*TASK DIRECTIONS*
Each line of the entries that mentions the string "Lama" needs to be reported.
═════ EXTRACTED DATA ═════
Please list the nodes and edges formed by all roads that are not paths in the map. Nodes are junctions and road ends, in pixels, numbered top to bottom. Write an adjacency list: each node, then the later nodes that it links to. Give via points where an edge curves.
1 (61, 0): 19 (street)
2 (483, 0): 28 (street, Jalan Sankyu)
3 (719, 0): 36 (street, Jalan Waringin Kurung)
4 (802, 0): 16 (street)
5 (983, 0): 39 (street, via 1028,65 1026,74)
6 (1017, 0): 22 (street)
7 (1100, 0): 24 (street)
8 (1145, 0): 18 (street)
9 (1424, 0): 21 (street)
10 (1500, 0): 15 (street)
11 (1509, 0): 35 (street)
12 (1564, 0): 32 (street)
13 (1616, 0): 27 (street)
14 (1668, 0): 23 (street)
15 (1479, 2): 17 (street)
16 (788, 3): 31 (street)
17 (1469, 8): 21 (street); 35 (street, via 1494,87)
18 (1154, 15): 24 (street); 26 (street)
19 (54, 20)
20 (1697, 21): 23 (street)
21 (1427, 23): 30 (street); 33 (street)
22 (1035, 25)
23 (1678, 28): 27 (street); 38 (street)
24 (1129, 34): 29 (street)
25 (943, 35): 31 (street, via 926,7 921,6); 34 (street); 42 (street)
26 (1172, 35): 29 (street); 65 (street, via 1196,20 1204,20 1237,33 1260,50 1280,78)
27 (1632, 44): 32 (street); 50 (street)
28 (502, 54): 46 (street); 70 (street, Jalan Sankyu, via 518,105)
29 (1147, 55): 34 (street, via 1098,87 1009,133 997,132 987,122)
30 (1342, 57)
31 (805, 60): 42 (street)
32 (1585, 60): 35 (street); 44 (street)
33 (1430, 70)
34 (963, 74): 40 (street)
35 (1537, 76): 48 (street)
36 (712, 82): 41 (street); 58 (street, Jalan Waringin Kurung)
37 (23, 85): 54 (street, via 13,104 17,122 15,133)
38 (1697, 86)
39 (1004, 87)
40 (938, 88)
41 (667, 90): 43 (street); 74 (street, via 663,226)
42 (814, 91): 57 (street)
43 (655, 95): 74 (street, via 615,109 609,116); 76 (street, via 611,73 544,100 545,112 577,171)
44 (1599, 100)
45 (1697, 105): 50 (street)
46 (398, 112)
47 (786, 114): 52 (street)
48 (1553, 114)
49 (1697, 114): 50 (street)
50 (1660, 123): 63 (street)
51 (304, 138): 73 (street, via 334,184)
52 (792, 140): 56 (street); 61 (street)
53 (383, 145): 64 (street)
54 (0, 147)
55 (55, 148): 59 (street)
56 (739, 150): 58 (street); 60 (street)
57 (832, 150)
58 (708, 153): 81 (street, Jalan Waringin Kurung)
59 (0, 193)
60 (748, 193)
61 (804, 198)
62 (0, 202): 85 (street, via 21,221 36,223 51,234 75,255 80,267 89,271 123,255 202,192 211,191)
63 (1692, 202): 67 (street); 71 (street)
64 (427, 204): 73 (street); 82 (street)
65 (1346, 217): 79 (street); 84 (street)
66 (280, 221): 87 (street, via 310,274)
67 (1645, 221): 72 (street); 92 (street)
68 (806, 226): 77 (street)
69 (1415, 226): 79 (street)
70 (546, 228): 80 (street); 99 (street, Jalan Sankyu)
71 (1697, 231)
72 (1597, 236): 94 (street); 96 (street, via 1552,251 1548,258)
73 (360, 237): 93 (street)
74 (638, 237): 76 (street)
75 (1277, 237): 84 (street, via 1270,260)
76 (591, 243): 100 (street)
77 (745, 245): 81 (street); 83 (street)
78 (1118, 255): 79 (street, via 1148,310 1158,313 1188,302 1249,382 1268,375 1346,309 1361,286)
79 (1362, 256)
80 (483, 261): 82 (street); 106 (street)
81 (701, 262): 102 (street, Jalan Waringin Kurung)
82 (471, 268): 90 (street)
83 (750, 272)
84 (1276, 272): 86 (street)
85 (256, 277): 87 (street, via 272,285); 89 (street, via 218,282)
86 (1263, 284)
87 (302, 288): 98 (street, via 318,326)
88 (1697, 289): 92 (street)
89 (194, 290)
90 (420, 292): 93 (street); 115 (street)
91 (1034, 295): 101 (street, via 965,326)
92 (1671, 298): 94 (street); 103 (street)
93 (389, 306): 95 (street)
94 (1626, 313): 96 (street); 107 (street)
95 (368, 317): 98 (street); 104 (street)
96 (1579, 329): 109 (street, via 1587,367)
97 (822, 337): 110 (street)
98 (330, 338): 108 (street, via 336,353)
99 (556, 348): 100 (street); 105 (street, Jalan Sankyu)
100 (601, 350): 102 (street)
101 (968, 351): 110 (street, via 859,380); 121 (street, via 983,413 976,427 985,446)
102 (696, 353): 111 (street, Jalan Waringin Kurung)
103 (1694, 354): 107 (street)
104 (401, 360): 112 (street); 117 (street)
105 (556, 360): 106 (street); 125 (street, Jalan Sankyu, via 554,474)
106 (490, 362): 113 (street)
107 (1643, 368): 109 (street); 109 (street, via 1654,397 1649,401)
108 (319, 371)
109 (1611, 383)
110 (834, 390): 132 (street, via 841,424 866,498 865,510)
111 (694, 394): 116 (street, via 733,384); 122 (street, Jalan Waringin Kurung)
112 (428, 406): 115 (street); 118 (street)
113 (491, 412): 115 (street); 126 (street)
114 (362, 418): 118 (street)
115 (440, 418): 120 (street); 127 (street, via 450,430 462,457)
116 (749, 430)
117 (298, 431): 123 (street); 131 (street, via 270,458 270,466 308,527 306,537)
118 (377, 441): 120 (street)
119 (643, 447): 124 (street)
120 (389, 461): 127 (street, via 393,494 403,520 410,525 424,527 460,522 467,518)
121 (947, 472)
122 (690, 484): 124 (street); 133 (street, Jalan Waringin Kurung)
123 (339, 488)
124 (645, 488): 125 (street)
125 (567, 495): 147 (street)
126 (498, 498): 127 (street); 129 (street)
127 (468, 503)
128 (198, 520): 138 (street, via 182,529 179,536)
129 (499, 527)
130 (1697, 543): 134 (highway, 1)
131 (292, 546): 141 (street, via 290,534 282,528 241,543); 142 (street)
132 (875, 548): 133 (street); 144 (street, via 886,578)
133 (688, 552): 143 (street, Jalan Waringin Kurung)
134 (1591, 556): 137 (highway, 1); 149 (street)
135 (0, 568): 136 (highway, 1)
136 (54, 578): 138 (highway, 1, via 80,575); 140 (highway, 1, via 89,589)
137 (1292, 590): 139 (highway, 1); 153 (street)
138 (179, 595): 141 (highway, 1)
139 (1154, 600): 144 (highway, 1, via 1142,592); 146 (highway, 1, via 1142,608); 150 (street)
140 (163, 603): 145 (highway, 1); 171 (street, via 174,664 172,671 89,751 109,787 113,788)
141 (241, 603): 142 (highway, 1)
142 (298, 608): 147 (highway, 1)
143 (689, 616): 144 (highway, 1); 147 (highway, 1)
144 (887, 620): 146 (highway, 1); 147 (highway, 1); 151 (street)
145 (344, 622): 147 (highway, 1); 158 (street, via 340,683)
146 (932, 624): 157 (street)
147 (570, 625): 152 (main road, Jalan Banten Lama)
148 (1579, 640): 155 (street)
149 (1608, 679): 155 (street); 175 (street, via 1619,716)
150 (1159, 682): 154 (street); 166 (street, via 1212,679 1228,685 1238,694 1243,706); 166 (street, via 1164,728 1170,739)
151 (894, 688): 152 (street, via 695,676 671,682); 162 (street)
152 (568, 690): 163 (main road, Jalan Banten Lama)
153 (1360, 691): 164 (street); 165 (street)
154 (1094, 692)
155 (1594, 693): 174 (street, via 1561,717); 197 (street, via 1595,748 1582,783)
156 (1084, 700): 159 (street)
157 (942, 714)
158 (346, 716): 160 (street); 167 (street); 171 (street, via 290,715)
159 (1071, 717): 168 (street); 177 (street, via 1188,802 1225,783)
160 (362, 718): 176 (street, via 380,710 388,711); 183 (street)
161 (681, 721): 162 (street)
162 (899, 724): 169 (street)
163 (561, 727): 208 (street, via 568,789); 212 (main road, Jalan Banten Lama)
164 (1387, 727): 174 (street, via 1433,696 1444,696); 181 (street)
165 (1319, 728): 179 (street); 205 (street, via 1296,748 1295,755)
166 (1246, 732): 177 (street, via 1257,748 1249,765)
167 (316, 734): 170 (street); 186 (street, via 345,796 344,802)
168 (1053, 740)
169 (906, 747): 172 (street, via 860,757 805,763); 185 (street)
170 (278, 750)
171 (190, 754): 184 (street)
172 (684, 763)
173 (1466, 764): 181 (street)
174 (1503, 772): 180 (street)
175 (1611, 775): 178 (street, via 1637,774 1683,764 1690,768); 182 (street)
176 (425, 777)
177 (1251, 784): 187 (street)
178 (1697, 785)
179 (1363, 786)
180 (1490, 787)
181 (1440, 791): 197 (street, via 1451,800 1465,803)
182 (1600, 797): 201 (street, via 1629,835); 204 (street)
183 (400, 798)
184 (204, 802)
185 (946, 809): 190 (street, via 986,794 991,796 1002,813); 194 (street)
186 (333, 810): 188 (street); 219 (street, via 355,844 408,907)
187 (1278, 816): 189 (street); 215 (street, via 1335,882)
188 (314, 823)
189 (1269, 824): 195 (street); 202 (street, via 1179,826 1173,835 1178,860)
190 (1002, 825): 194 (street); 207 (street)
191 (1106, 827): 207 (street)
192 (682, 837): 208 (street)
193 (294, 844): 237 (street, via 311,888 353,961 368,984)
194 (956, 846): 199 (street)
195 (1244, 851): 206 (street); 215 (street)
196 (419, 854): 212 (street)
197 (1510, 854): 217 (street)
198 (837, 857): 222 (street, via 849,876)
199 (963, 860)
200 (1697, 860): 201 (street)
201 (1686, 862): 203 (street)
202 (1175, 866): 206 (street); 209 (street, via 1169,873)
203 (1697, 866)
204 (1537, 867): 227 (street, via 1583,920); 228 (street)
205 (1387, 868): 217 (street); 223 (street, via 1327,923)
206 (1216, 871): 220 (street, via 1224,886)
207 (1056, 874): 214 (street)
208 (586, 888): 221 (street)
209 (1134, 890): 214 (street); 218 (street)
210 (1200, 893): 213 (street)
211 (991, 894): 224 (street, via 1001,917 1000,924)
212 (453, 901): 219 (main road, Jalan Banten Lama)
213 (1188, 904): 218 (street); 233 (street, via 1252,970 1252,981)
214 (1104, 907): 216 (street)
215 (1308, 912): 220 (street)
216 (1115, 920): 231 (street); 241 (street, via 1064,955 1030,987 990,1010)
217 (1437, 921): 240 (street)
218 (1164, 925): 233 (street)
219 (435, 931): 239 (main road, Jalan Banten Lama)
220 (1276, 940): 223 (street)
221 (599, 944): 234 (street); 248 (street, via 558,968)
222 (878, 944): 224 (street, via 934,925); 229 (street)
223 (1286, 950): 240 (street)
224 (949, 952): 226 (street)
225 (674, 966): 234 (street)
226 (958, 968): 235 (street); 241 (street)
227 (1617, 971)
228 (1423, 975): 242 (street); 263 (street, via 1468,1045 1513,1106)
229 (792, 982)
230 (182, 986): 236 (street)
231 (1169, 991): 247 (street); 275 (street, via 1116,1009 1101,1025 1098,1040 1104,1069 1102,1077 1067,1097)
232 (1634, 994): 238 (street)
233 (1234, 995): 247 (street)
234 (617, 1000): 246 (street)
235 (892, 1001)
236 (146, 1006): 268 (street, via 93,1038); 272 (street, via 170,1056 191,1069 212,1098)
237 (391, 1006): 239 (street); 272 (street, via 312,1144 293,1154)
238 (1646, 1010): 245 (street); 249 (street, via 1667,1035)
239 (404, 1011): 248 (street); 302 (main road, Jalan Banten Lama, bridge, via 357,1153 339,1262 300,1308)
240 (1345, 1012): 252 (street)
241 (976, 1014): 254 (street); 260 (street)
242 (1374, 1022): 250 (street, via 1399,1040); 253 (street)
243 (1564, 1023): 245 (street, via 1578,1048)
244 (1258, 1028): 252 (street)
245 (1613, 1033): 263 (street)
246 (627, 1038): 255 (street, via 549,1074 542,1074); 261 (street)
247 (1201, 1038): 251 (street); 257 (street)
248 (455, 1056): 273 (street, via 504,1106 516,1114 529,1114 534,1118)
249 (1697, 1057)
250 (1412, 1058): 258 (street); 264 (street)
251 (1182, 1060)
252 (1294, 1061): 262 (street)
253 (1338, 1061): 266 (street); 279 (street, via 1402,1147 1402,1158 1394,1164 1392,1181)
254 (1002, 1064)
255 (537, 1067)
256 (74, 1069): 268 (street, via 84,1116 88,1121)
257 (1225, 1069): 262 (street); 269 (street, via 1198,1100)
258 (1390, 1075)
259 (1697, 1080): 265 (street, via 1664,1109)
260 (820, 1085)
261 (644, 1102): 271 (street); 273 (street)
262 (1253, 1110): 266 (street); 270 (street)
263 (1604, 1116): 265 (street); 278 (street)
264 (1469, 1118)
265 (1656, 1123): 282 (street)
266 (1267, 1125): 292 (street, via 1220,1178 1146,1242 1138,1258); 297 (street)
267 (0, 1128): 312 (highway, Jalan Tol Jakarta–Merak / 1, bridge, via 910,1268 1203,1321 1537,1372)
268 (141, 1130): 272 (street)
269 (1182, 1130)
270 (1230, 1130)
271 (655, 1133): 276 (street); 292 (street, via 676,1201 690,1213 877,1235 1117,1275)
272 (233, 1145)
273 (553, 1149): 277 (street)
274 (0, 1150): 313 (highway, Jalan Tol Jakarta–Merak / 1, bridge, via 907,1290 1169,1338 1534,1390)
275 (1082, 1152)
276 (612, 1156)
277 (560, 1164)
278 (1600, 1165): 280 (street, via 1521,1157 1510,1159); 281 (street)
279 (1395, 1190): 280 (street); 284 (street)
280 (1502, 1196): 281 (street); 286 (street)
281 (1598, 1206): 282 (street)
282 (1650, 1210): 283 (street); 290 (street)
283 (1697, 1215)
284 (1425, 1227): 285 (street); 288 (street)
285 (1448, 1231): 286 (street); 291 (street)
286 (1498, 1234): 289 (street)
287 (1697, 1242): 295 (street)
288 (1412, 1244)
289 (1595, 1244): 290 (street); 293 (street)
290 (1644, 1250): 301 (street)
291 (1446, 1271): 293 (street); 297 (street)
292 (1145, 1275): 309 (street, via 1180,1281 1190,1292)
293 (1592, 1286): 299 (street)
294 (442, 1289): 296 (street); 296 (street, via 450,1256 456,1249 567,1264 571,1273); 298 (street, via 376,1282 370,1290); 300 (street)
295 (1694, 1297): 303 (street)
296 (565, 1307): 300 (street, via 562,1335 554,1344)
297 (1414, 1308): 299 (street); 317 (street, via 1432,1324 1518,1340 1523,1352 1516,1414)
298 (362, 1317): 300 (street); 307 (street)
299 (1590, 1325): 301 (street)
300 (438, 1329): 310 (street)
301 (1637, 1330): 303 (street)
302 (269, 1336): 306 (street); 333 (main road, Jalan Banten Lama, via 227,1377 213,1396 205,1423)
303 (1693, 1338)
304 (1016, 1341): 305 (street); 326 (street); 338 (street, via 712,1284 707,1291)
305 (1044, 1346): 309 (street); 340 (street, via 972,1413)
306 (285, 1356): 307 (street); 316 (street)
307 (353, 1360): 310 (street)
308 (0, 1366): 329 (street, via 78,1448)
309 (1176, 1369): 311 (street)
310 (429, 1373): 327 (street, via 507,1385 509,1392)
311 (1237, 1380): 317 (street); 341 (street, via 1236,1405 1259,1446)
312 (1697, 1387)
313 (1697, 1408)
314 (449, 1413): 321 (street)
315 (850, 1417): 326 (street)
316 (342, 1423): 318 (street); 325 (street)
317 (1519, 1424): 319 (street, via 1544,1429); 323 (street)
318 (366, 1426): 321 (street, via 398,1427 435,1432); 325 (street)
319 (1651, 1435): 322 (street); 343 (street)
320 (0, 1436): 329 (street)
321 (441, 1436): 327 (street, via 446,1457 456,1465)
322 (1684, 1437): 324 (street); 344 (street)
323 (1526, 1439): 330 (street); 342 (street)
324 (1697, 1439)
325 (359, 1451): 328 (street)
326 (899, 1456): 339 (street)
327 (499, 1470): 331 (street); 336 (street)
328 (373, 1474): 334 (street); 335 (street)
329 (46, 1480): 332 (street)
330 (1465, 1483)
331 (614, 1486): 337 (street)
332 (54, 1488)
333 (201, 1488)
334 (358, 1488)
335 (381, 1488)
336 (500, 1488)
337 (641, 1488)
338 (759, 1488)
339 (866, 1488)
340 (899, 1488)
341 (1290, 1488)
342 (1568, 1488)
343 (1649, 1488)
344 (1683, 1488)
═════
*EXERCISE RESULT*
147 (570, 625): 152 (main road, Jalan Banten Lama)
152 (568, 690): 163 (main road, Jalan Banten Lama)
163 (561, 727): 208 (street, via 568,789); 212 (main road, Jalan Banten Lama)
212 (453, 901): 219 (main road, Jalan Banten Lama)
219 (435, 931): 239 (main road, Jalan Banten Lama)
239 (404, 1011): 248 (street); 302 (main road, Jalan Banten Lama, bridge, via 357,1153 339,1262 300,1308)
302 (269, 1336): 306 (street); 333 (main road, Jalan Banten Lama, via 227,1377 213,1396 205,1423)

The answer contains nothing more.